Conexión por videoconferencia en la UAL con científicos y militares de la base española Gabriel de Castilla, en la Antártida.

Conexión por videoconferencia en la UAL con científicos y militares de la base española Gabriel de Castilla, en la Antártida.Elena Ortuño

Desde entonces, todas las reclamaciones territoriales quedaron "congeladas" y el continente se convirtió en el mayor laboratorio natural del planeta. Hoy suman 58 países adheridos al tratado; España, que se incorporó en 1982, obtuvo voz y voto en 1988, lo que permitió disponer de una base específicamente española: la Gabriel de Castilla.

Las labores militares y científicas dentro de la isla

La dotación de la Base Gabriel de Castilla funciona como una máquina perfectamente engranada, organizada en áreas que van desde la logística, sanidad, navegación o comunicaciones hasta medio ambiente, motores o instalaciones. 

Al igual que los astronautas, antes de pisar el hielo de la Antártida cada miembro del equipo debe pasar por una exigente preparación: cursos de montaña, extinción de incendios, cocina, formación como auxiliar veterinario, entrenamientos de navegación y prácticas en empresas donde aprenden a manejar y reparar aerogeneradores, embarcaciones y otros equipos esenciales.

Una vez en Isla Decepción, su día a día es tan intenso como imprevisible: gestionan comunicaciones internas y externas (desde walkies hasta Stalink), se encargan del mantenimiento ambiental mediante fosas sépticas e incineración de residuos, realizan reparaciones técnicas, instalan cámaras, descargan materiales, trasladan combustible e incluso rescatan embarcaciones atrapadas en el hielo.

Conexión por videoconferencia en la UAL con científicos y militares de la base española Gabriel de Castilla, en la Antártida.

Conexión por videoconferencia en la UAL con científicos y militares de la base española Gabriel de Castilla, en la Antártida.Elena Ortuño

Todo ello en un entorno extremo que solo permite presencia humana durante el verano austral. Lo resume mejor que nadie uno de los miembros del contingente: "Solo venimos aquí de diciembre a abril. Durante esas semanas, todos hacemos de todo".

En cuanto a los proyectos científicos llevados a cabo desde la base, el año pasado se realizaron 28 proyectos de investigación (6 de ellos extranjeros) con 190 participantes.  La base se convierte así en un auténtico laboratorio natural donde convergen algunas de las investigaciones más punteras sobre el clima y la dinámica terrestre. 

En ella se estudia desde el permafrost, a través del proyecto Permathermal de la Universidad de Alcalá de Henares, hasta la actividad volcánica de Isla Decepción, monitorizada en tiempo real por el Instituto Geográfico Nacional. La AEMET aporta su experiencia en meteorología, analizando series históricas que permiten comprender cómo evoluciona el clima en una de las regiones más sensibles del planeta.

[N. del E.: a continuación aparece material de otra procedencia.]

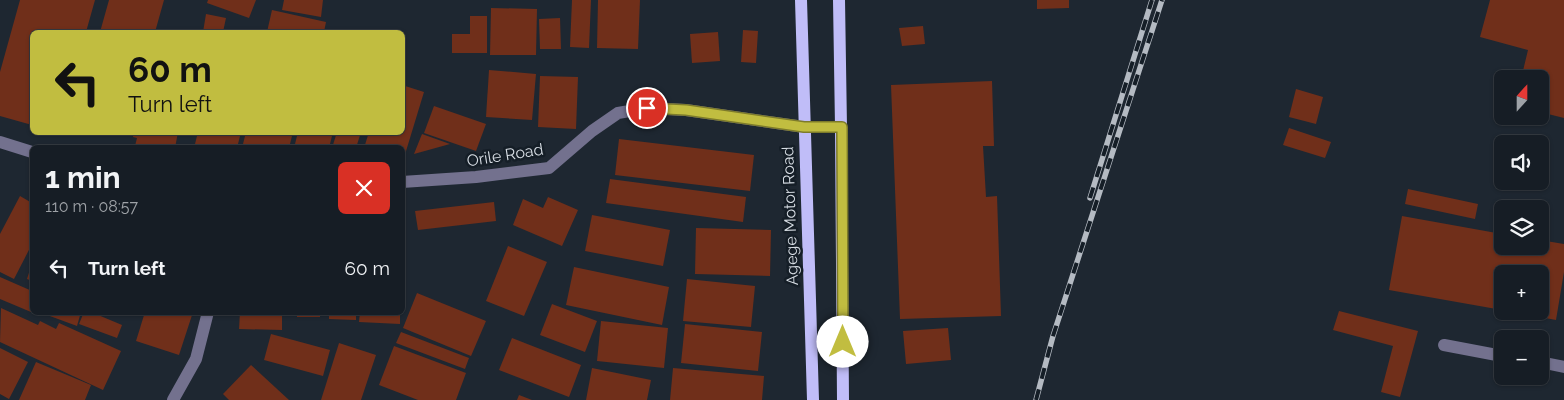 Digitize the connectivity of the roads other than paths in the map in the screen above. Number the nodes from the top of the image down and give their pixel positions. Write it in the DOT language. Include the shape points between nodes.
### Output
graph roads {
  1 [pos="801,0"];
  2 [pos="839,0"];
  3 [pos="804,127"];
  4 [pos="842,127"];
  5 [pos="0,142"];
  6 [pos="30,151"];
  7 [pos="405,182"];
  8 [pos="207,315"];
  9 [pos="1444,345"];
  10 [pos="1494,354"];
  11 [pos="1549,364"];
  12 [pos="1564,367"];
  13 [pos="173,400"];
  14 [pos="813,400"];
  15 [pos="843,400"];
  1 -- 3 [label="main road, Agege Motor Road"];
  2 -- 4 [label="main road"];
  3 -- 4 [label="street, Orile Road"];
  3 -- 7 [label="street, Orile Road" via="686,110 647,108 618,113 592,130 549,168"];
  3 -- 14 [label="main road, Agege Motor Road"];
  4 -- 15 [label="main road"];
  5 -- 6 [label="street"];
  8 -- 13 [label="street" via="196,359"];
  9 -- 10 [label="street"];
  11 -- 12 [label="street"];
} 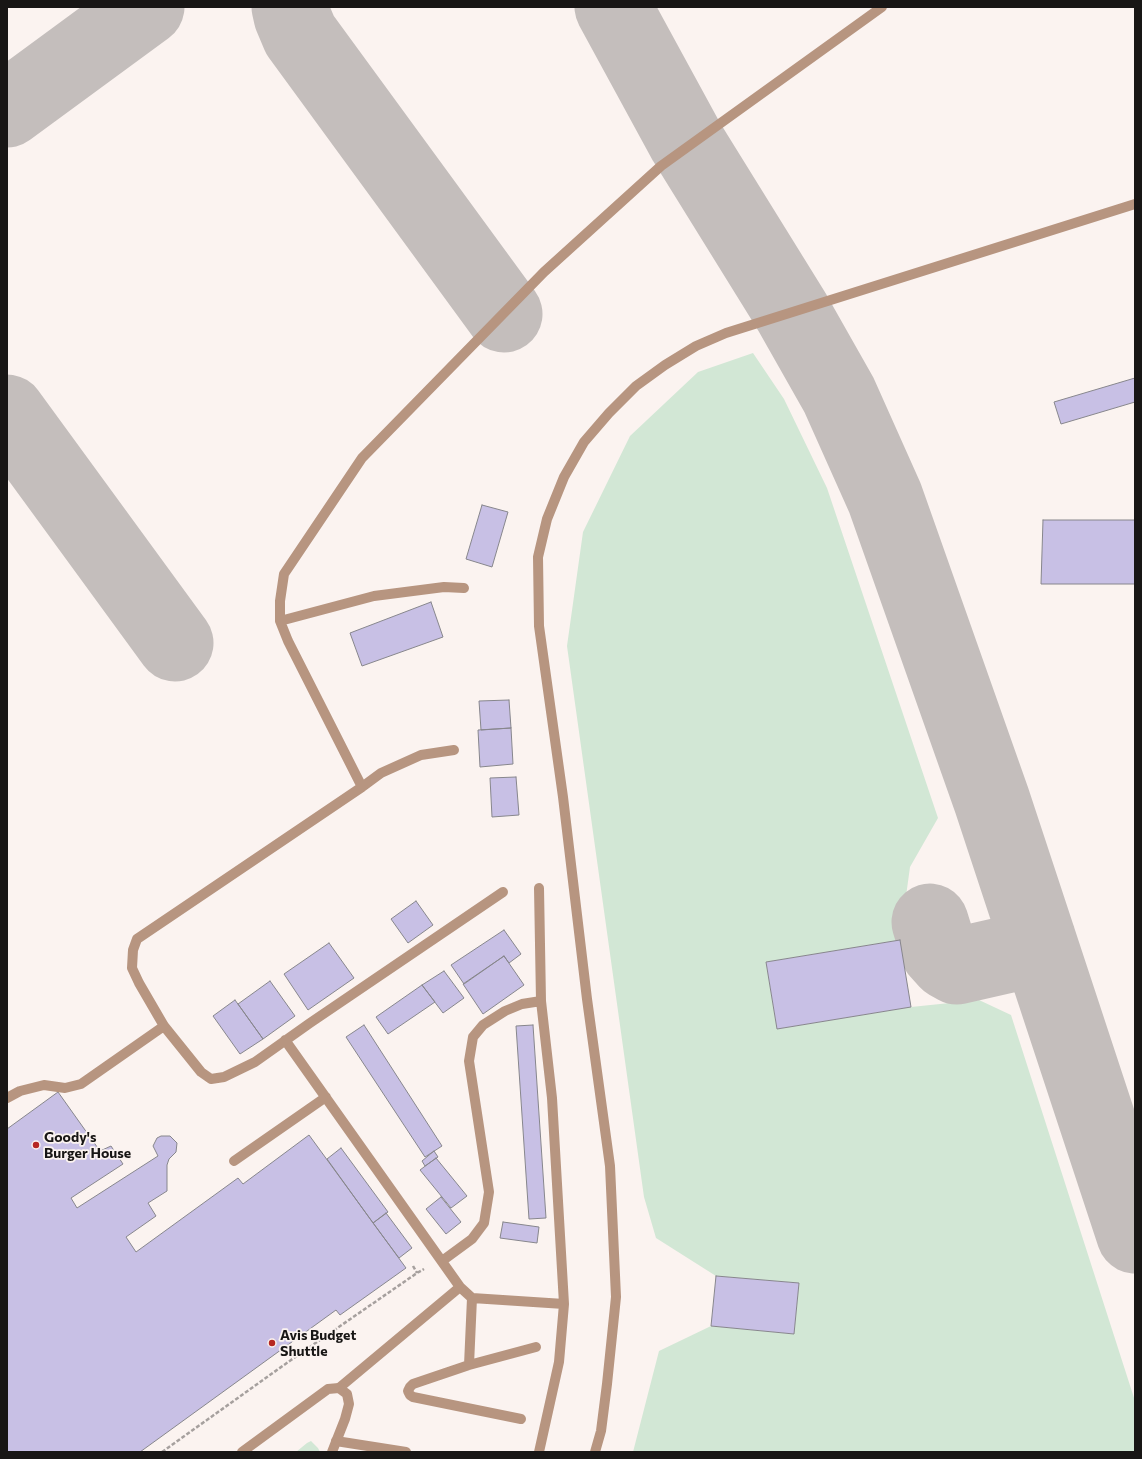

A todo ello se suma el trabajo de la Universidad de Cádiz, que investiga la deformación del terreno, las altas temperaturas del subsuelo volcánico, que pueden llegar a los 90ºC, y la presión y temperatura del agua, variables clave para entender la relación entre el océano y la actividad volcánica.

Este esfuerzo científico se apoya en una potente infraestructura naval (el Hespérides, el Sarmiento de Gaboa y el Odón de Buen) que garantiza que los equipos lleguen, investiguen y regresen con datos esenciales para comprender cómo está cambiando el planeta. Porque, como recuerdan los expertos presentes en la charla, "las transformaciones en las zonas polares influyen directamente en el clima del resto de La Tierra".